Addressing Unequal Power in Textile Supply Chains

International Workers’ Day or ‘Labour day’ is a national holiday in many countries celebrating the successes of the Labour movement in securing decent working conditions and advocating for the rights of workers.

Yet, for the majority of garment workers across the world, there is limited cause for celebration. Despite commitments from major fashion brands, in 2025 workers in 28 key garment-producing countries earned on average only 41% of a living wage, based on the Wage Indicator Foundations’s benchmarks. Further, studies conducted by the Asia Floor Wage Alliance have highlighted that garment workers in Asia are in nutritional deficit, consuming significantly below levels of international poverty standards. During the COVID-19 pandemic, workers in garment factories in the UK were paid as little as £3.50/hour. Long working hours to fulfil enormous production quotas, lack of health and safety measures, and limited access to trade unions remain the lived experiences of many garment workers.

Low wages and poor working conditions are the hallmark of the fast fashion business model.
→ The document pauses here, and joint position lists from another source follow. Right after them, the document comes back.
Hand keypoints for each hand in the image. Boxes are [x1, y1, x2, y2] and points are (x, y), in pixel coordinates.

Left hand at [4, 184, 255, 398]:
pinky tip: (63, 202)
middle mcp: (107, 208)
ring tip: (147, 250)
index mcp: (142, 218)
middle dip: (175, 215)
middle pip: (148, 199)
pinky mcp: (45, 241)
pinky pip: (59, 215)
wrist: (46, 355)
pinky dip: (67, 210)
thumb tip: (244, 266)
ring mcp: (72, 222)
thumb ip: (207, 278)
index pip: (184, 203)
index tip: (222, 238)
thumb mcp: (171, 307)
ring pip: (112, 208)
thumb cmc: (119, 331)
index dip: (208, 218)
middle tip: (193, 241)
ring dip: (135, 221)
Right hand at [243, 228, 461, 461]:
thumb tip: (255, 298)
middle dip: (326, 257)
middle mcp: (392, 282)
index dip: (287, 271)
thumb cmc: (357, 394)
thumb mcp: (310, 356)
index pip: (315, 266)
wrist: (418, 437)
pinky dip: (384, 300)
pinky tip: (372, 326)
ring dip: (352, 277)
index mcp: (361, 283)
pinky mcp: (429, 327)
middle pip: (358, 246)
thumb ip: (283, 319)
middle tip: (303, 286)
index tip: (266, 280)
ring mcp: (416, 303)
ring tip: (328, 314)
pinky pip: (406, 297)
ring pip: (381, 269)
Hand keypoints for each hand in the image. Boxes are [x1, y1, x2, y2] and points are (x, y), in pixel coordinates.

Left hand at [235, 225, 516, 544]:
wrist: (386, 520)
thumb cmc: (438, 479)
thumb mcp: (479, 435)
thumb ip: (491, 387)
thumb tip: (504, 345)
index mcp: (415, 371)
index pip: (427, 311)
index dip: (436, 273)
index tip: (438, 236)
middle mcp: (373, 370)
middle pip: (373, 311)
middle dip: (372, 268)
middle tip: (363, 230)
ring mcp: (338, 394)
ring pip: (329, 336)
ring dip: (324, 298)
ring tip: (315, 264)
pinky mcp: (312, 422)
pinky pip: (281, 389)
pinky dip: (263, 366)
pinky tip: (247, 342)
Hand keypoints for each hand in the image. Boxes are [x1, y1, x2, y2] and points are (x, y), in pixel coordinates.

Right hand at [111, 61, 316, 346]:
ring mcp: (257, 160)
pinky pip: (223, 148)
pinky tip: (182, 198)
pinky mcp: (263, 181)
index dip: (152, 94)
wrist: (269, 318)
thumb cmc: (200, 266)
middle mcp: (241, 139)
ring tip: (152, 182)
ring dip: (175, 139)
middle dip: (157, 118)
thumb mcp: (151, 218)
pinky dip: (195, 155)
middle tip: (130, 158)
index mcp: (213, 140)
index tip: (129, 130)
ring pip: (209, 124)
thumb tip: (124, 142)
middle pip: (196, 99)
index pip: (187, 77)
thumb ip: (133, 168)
Without exploiting workers, fast fashion retailers are unable to produce at the volumes, speed, nor prices, which they currently deliver.

Securing higher wages, safe working conditions and reasonable working hours is thus vital to stem textile overproduction and the huge environmental footprint of the sector. One study suggests that increasing wages for garments workers by $100 a week (approximately what is needed to reach living wage benchmarks in Bangladesh and India), would lead to reduced production volumes and a reduction of 65.3 million tons Co2eq. Furthermore, by turning off the tap on cheap fast fashion garments, circular activities such as repair, resale and rental become economically viable for brands to pursue at scale.

It sounds like a straightforward solution, and one that could yield major environmental benefits while advancing equity and justice. So why hasn’t it been implemented?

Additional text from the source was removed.